I have attempted to see if the statement could be read any differently (he skated around the issue in the debate), but I fail to understand how. Hancock states that Gamara may be correct in his contention that the rocks were lighter in the past because the orbit of the earth around the sun may have been 225 days (or 260 days). Instead of pointing out that a 225-day orbit around the sun in 900 AD when Sacsayhuaman was built seems silly (calendars have been around for more than 2000 years continuously demonstrating 365-day years), Hancock states “he may be right”.  He may be right that the earth in 900 AD was where the orbit of Venus is now?  But even if the earth in some mystical way was on a 225-day orbit a quick back of the envelop calculation using Newton’s equation of gravity demonstrates that the weight of a rock on earth will not be significantly impacted by the gravitational pull of the sun.

 

Moai and Easter Island

During the JRE, Shermer brought up the moai, the megaliths on Easter Island.  More than 900 moai were sculpted between 1250 and 1500 AD, hauled to their present locations, and erected upright.  One of them weighs over 82 tons.  Many of the moai remain in the main quarry on the island – Rano Raraku. Hancock never addressed Shermer’s point that huge magaliths can be made by people with limited technological skills.  I later reemphasized to Hancock that the hunter gatherers on Easter Island had no problems constructing megaliths larger than those at Glöbekli Tepe with stone tools.  Why should we call upon the involvement of advanced civilizations?  But Hancock again deflected, surprised that I would suggest that hunter gatherers lived on Easter Island: “What’s there to hunt and gather on a tiny island – have you been to Easter Island? I have, six times, and you can walk across it in three hours.  What’s there to hunt and gather on that?”

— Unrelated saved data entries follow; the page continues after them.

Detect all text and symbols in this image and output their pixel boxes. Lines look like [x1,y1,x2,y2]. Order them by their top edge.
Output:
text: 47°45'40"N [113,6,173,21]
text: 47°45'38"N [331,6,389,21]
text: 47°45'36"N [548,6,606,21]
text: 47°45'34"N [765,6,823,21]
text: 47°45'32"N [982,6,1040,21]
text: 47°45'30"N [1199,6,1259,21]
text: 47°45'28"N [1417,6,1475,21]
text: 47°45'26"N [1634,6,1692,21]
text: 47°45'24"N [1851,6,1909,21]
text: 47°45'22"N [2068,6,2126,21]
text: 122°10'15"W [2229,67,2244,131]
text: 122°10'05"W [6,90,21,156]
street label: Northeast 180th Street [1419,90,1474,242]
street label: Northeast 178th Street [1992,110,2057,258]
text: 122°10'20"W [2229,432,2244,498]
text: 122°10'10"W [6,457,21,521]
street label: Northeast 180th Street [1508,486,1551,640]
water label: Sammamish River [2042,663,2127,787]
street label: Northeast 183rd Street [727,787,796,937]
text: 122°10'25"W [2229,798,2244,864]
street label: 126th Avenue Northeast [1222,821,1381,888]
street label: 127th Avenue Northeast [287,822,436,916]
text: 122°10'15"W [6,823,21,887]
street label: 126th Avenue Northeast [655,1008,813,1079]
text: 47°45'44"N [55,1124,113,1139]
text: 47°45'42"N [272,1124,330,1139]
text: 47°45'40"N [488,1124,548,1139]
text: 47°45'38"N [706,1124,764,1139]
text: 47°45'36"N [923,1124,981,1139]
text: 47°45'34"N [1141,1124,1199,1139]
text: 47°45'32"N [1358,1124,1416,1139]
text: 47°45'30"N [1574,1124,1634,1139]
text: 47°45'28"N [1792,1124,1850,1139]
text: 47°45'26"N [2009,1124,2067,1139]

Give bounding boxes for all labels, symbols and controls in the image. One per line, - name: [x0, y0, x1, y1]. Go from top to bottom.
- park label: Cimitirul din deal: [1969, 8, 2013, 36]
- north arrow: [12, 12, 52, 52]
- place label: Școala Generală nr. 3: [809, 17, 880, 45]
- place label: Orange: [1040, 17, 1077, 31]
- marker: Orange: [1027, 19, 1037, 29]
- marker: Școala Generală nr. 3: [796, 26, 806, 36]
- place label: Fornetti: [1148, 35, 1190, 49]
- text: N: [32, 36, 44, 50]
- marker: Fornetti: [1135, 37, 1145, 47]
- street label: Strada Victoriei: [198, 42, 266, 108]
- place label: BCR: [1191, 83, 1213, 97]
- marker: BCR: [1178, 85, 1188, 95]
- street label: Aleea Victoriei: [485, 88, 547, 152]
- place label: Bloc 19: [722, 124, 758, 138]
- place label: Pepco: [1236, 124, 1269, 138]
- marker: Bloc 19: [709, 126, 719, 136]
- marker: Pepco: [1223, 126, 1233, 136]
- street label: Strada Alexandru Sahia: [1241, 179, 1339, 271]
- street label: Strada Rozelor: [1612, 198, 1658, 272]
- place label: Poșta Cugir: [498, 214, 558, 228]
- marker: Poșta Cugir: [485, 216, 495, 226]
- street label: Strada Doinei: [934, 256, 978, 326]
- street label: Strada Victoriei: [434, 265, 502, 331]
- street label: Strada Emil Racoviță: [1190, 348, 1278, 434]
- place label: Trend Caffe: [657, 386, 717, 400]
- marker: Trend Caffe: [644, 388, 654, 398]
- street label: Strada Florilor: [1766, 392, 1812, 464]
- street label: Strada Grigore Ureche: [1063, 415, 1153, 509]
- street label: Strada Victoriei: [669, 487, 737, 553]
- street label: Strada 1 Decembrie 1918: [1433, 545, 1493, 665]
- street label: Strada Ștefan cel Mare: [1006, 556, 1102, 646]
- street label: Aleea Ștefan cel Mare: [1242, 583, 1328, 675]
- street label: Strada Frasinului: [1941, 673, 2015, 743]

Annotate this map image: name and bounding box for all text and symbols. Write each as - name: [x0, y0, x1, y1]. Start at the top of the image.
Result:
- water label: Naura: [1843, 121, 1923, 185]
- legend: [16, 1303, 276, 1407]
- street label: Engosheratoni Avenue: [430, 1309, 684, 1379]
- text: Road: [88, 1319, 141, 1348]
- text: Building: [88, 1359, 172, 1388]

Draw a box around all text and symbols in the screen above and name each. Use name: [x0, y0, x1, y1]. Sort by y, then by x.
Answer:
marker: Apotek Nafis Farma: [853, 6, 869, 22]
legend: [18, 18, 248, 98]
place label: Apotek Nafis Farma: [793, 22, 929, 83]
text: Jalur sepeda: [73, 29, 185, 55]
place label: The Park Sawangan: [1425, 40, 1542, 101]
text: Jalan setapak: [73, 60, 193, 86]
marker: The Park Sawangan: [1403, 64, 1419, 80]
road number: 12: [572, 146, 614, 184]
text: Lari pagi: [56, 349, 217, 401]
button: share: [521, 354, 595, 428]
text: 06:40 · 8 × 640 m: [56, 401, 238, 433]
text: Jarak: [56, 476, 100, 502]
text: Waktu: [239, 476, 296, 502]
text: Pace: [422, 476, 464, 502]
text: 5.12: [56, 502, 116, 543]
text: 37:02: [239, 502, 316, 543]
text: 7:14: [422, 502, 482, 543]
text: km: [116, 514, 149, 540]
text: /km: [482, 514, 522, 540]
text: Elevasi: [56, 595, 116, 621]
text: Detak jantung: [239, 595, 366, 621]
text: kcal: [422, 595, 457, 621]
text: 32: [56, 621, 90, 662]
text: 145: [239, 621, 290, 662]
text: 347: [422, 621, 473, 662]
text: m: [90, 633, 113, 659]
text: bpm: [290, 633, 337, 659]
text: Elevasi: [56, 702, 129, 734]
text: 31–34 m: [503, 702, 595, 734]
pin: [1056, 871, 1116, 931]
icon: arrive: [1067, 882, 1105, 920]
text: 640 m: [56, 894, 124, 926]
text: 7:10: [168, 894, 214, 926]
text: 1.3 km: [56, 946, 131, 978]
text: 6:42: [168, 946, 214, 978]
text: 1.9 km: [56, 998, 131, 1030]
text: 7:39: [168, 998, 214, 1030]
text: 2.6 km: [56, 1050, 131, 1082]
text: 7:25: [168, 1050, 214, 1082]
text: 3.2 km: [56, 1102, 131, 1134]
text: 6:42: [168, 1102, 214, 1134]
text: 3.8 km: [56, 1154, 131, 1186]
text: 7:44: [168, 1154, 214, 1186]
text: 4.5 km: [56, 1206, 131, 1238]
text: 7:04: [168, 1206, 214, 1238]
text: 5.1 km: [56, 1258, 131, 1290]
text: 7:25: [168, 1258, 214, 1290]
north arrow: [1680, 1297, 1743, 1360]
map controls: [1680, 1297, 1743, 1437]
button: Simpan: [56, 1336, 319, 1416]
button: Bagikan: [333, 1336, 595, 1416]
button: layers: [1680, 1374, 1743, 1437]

AhuTongarikiMoai of Easter Island

Apparently what he did not realize is that when Polynesians (the Rapa Nui people) first arrived on Easter Island probably around 300 AD, the island was a lush tropical paradise.  Jared Diamond, in his book Collapse[2], proposed that the Rapa Nui hunter gatherers committed ecocide which led to the destruction of the island’s lush ecosystem and forced the Rapa Nui founders’ descendents to depend on a meager agriculture.  The increased population of the Rapa Nui on Easter Island according to Diamond led to deforestation and overkill of native species, decimating the ecosystem.  The point that Shermer and I were trying to emphasize is that hunter gatherers can make sophisticated megaliths without the help of “Magicians”.  Hancock postulates in his book that Magicians of the Gods were needed also at Easter Island.  No explanation has ever been given as to how these Magicians got to Easter Island or why but Hancock believes they were required to help the native population to construct the moai.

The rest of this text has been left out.